Extract from ‘Diary of Margery Blake’
My mother confided in me after dinner this evening that Captain John Harrison of the 4th Queen’s own Regiment of Light Dragoons would be dining with us tomorrow evening, and it is hoped by both of our parents that he approaches father afterwards.
I confess, my mouth was open. I formed the words of disdain in my head, but they never left my mind. I quickly closed my mouth and turned away to allow Betsy, my maid to help me remove my dress. I barely listened to my mother’s excited chatter about weddings and bridal gowns and whom to invite; it meant nothing to me. This would be their wedding, not mine.

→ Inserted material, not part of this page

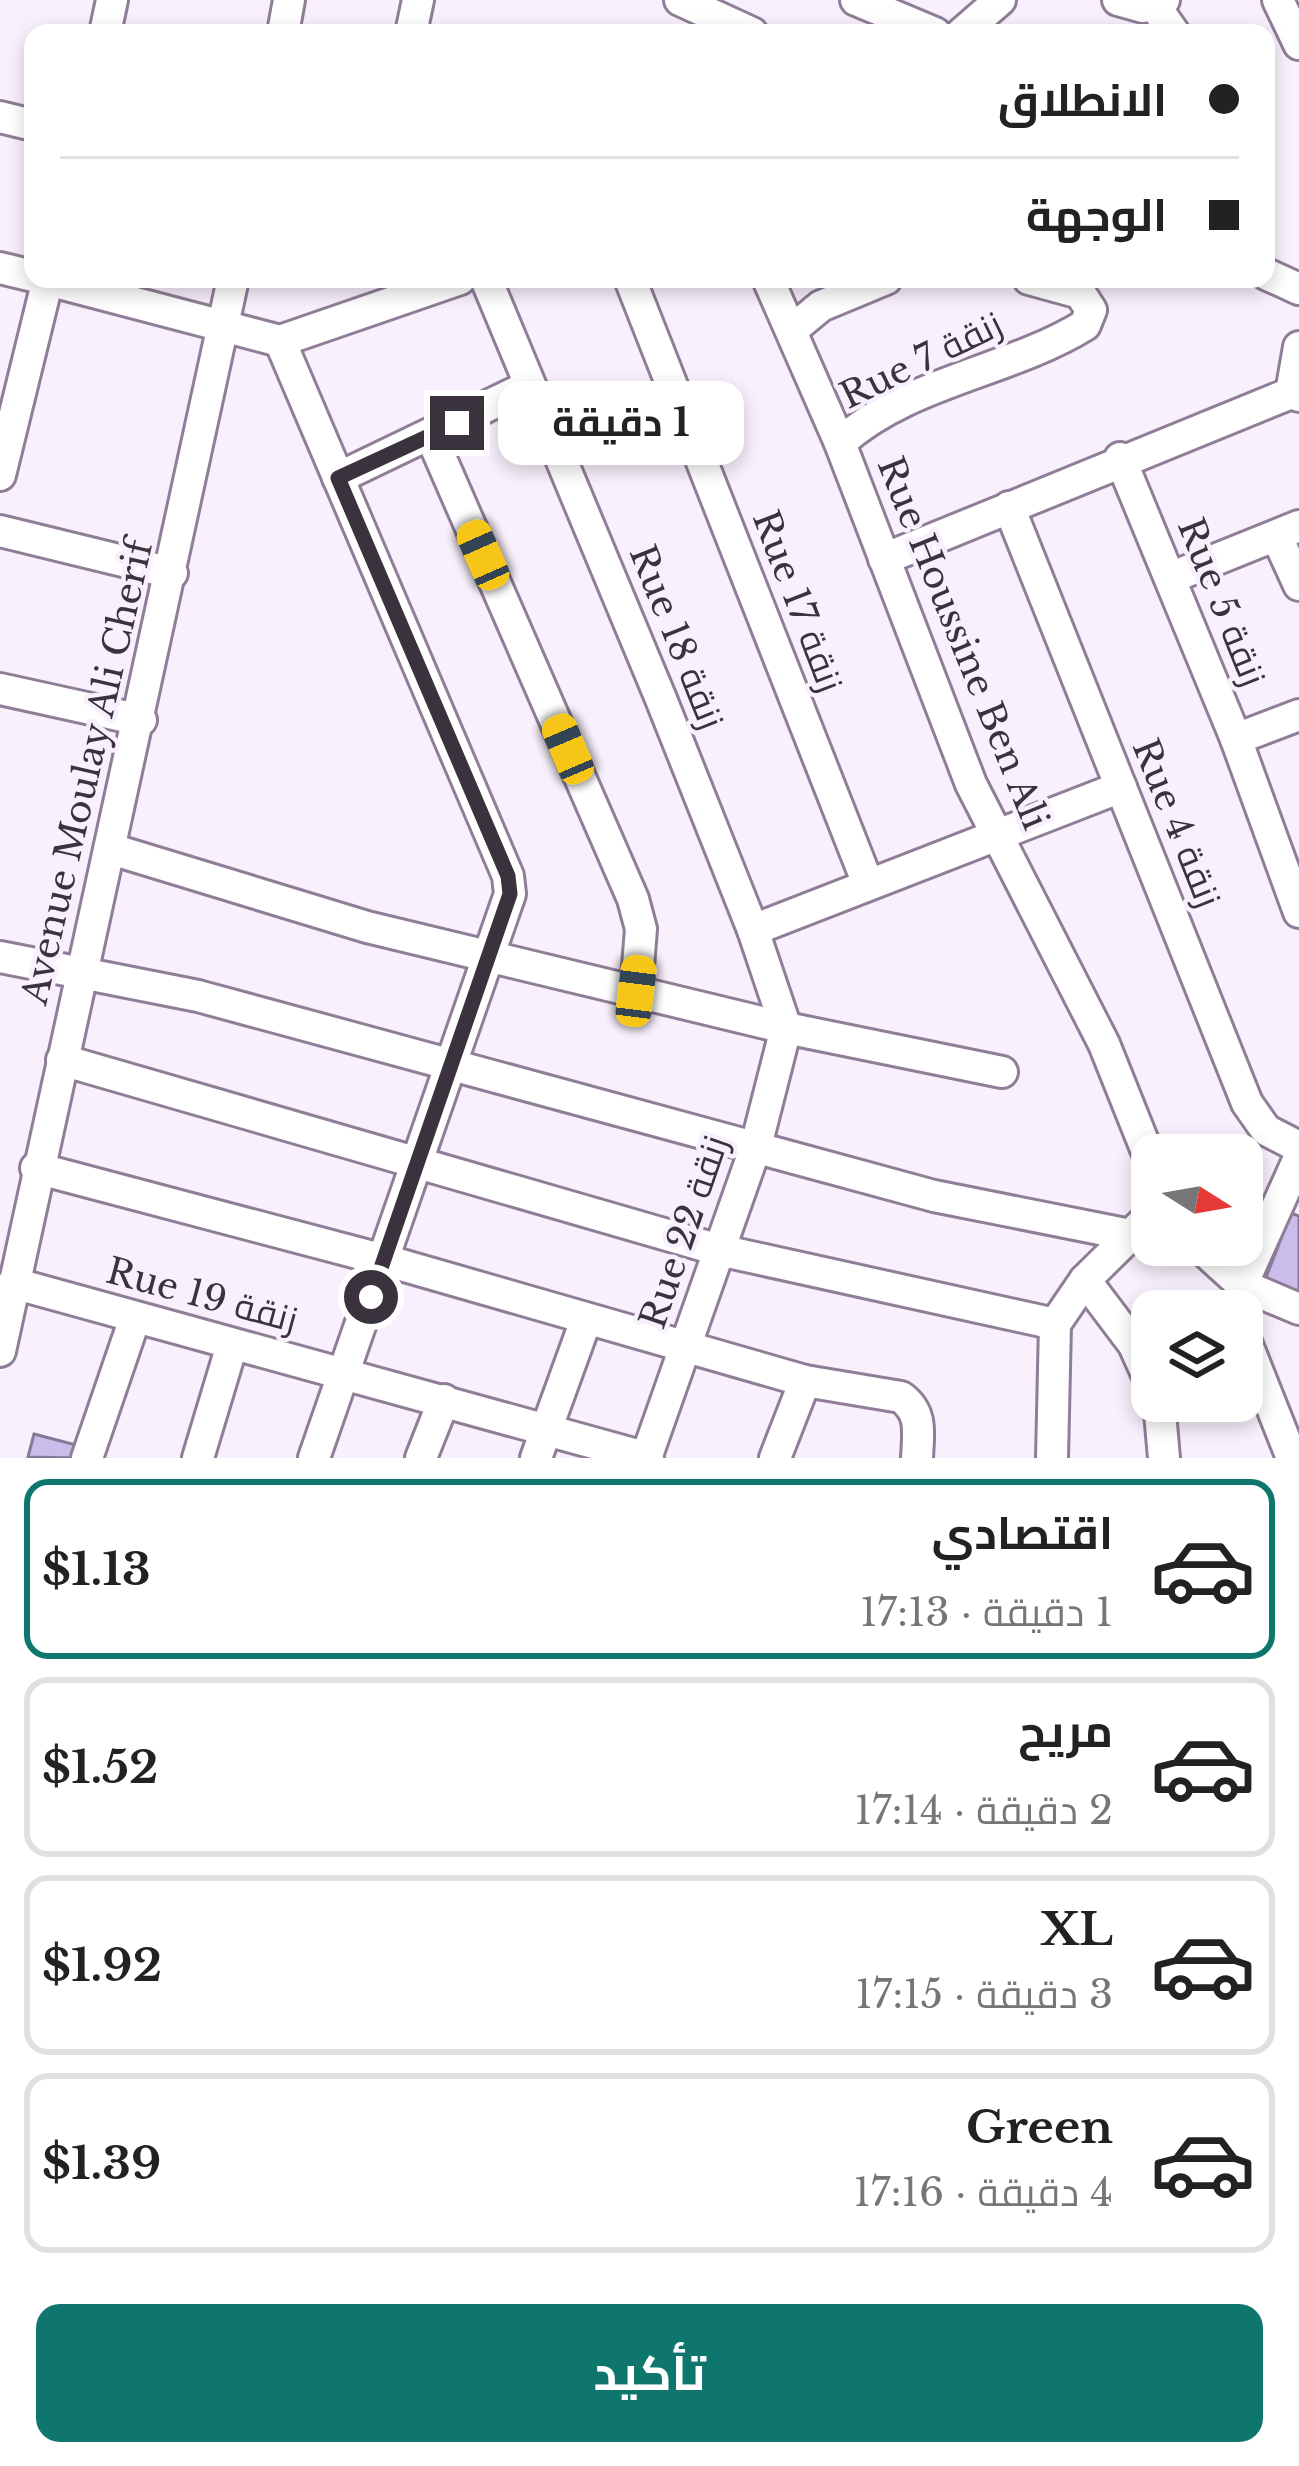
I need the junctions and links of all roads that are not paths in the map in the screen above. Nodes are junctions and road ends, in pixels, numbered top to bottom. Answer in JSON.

I am merely a pawn, nothing more. I am a daughter to marry off into another prominent family which would in turn relieve my father of the burden of paying for my upkeep. It seemed eighteen years was long enough to live under his roof, and if all went to their plan, I would be away on my honeymoon before my nineteenth birthday. Wed and a woman in the true sense.
The Harrisons have been family friends for years, though I barely knew them. My father and Sir George had gone to war together, fighting in the same regiment and returning in one piece, before I was born. Whatever they had endured, had made them friends for life, though father rarely spoke of his past adventures abroad’ as he called it. John, Sir George’s youngest son has followed his father’s example and fought in the Afghan war which he called ‘The Auckland Folly’ for some dreary reason I don’t care to know. Having survived with only a few scrapes, he made Captain of his regiment.
His brother Richard, three years older, is something to do with finances though in truth, I care very little. He has been married these last five years to Anne, his second wife. His first died in childbirth eight years before. I don’t remember her well. Long dark hair and mournful eyes, but I was a child, running around the gardens, taking little notice of our guests.
Thankfully, we barely see Richard, or his wife, to which I must admit to some relief. Richard makes me feel all the more uncomfortable than Captain John. I’ll catch him staring at me with a strange smile on his face. He has no moustache to hide his full lips, mores’ the pity. Whenever we have the misfortune to meet at parties or dinners, I find him false, as if he is playing some secret part in a play, and we are his characters, though we have no idea of his folly.
Captain John is always courteous to me but he is nothing to me. I feel little, if anything towards him when he calls. I feel nothing when he leaves. I exchange conversation with him, but never on any intimate terms, and never alone. He remains a gentleman throughout and has never expressed his affection to me; of that I am glad. Still, my heart remains beating the same and I experience no fluttering in my stomach or lady parts – (I check that my door is firmly closed after I write such lewd words) but it is true.
My older sister Katherine, married three years and already carrying her second child, confided in me when Sir David Edgeworthy courted her that she’d felt a strange sensation in her unspeakable and wondered what it meant. After her wedding, we’d spoken briefly on the subject whilst giggling into our cups of tea one sunny afternoon.
“I believe it’s my womanhood telling me that I’m in love and David is the right man for me.”
I blushed, a deep red, and hid my face behind my cup but still felt a strong urge to hear more on such a forbidden subject. “Do you still feel this sensation … down there …?” I’d asked meekly.
Katherine, all grown up and married less than a month had merely smiled, nodded and clamped her mouth firmly shut, as David walked in from his shooting party.